IN THE KEY OF Q

Queer Music, Queer Stories, Queer Lives

Claiming Worth: Queer Resistance Through Music

Claiming What Feels Impossible

“Worthy. What a thing to claim.”

Eric Terino quotes these lyrics from queer artist Mary Gauthier during his chat with In the Key of Q, letting the words hang in the air with all their complicated weight. It’s a seemingly simple statement—I am worthy—but for many LGBTQ+ people, particularly those navigating mental health struggles, it can feel like the most radical claim imaginable.

In a world that still regularly questions the validity of queer existence, simply declaring one’s own worthiness becomes a profound act of resistance. For Eric, a folk artist whose musical journey has been inseparable from his mental health challenges, this has been hard-won understanding.

“I have been very hard on myself,” he admits, “and I have been one to immediately turn to the negative and to say there is something unworthy about me because of XYZ.”

This tendency toward self-criticism will sound familiar to many in our community. From subtle microaggressions to outright violence, queer people regularly absorb messages suggesting our fundamental unworthiness. The straight path—marriage, children, stability—is presented as the default narrative of a successful life. Deviations can feel like failures rather than valid alternatives.

The Cost of Hiding

Eric is committed to authenticity in his music and it stands in contrast to what Eric calls “gay icons” who remained closeted for much of their careers. While acknowledging everyone’s right to privacy, he questions how artists who actively concealed their sexuality can be considered queer heroes: “There’s no shame in being uncomfortable with talking about your personal life or your sexuality, but then you can’t be held up to this level of being some kind of gay icon.”

He continues, “That’s just stifling the core of yourself to please others. And if we all went about our lives like that, we’d be building a society of lies.”

Finding Worth Through Creation

For Eric, music has been both lifeline and vehicle for self-acceptance. His latest album, “Innovation of Grave Perversity,” was created during the height of lockdown—a period that forced many of us to confront our isolation in new ways.

“Through the making of this record and writing it,” Eric explains, “I was able to shift my perspective to one of positivity.” The creation process itself became a journey toward self-worth, allowing him to “extend the same graciousness and kindness that we extend to strangers and to our friends and our family, to ourselves.”

A Quiet Revolution

What makes Eric’s music and perspective so valuable isn’t grand political statements or showy activism. It’s the quiet insistence that even in isolation, even through mental health struggles, even on paths that look nothing like what we once imagined for ourselves—we remain worthy.

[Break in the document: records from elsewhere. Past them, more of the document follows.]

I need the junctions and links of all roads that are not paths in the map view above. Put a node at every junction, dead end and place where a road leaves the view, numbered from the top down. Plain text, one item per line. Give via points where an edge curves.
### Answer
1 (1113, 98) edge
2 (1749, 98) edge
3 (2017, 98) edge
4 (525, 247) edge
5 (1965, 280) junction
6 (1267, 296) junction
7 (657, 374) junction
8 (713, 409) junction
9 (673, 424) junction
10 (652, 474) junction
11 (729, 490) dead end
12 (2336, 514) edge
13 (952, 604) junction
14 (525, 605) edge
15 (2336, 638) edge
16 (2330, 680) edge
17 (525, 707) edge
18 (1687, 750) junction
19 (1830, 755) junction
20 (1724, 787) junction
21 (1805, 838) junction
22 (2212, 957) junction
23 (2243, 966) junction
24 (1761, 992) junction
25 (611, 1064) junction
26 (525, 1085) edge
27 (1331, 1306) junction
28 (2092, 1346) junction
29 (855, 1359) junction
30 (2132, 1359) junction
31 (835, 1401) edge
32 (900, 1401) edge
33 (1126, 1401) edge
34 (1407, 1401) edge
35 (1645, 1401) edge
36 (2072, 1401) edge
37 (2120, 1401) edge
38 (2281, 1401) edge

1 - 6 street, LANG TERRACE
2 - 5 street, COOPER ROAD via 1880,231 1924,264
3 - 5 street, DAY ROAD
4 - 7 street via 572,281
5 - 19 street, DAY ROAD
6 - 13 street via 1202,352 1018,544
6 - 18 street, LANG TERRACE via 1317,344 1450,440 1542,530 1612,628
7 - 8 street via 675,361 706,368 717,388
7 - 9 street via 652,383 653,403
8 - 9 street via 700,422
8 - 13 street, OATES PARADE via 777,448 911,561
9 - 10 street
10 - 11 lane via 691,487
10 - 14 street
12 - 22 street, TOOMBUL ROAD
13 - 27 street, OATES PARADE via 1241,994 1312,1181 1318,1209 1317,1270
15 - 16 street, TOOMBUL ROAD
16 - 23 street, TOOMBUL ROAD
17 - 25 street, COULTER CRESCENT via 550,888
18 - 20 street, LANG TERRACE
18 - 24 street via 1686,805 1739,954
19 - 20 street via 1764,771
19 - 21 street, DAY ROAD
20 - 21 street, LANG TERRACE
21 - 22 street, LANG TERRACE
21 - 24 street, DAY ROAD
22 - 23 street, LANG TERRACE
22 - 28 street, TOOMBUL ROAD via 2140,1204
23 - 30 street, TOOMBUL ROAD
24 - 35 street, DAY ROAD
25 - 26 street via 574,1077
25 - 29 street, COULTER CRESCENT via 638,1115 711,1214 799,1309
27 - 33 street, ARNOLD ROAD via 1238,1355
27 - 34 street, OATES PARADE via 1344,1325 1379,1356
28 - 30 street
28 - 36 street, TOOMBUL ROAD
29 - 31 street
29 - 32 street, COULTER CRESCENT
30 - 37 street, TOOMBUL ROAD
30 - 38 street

This isn’t the kind of queer representation that makes headlines. It won’t be featured in corporate Pride campaigns or celebrated in glossy magazine spreads. It certainly wouldn’t earn a Pret rainbow sandwich. But for many in our community—particularly those battling illness, disability, or circumstances that keep them from the visible centers of queer culture—it may be far more meaningful.

In claiming his own worthiness despite agoraphobia and other challenges, Eric offers a powerful reminder: queerness isn’t just about who we love or how we identify. It’s also about finding ways to value ourselves in a world that often tells us we shouldn’t.

“I am worthy,” Eric says. “And I think a lot of people in our community really struggle with that. Accepting that feeling that.” 

And it sad that I have seen this self-doubt spreading so much beyond the queer community. It seems the world is filled with smiles on Instagram, and crashes of despair once the post is made.

This struggle isn’t accidental. It reflects how profoundly unworthiness has been integrated into many queer people’s sense of self—through religious condemnation, family rejection, schoolyard bullying, and countless other experiences that explicitly or implicitly questioned our right to exist as we are.

And sometimes, that’s the most revolutionary act of all.

Listen to Eric’s episode here.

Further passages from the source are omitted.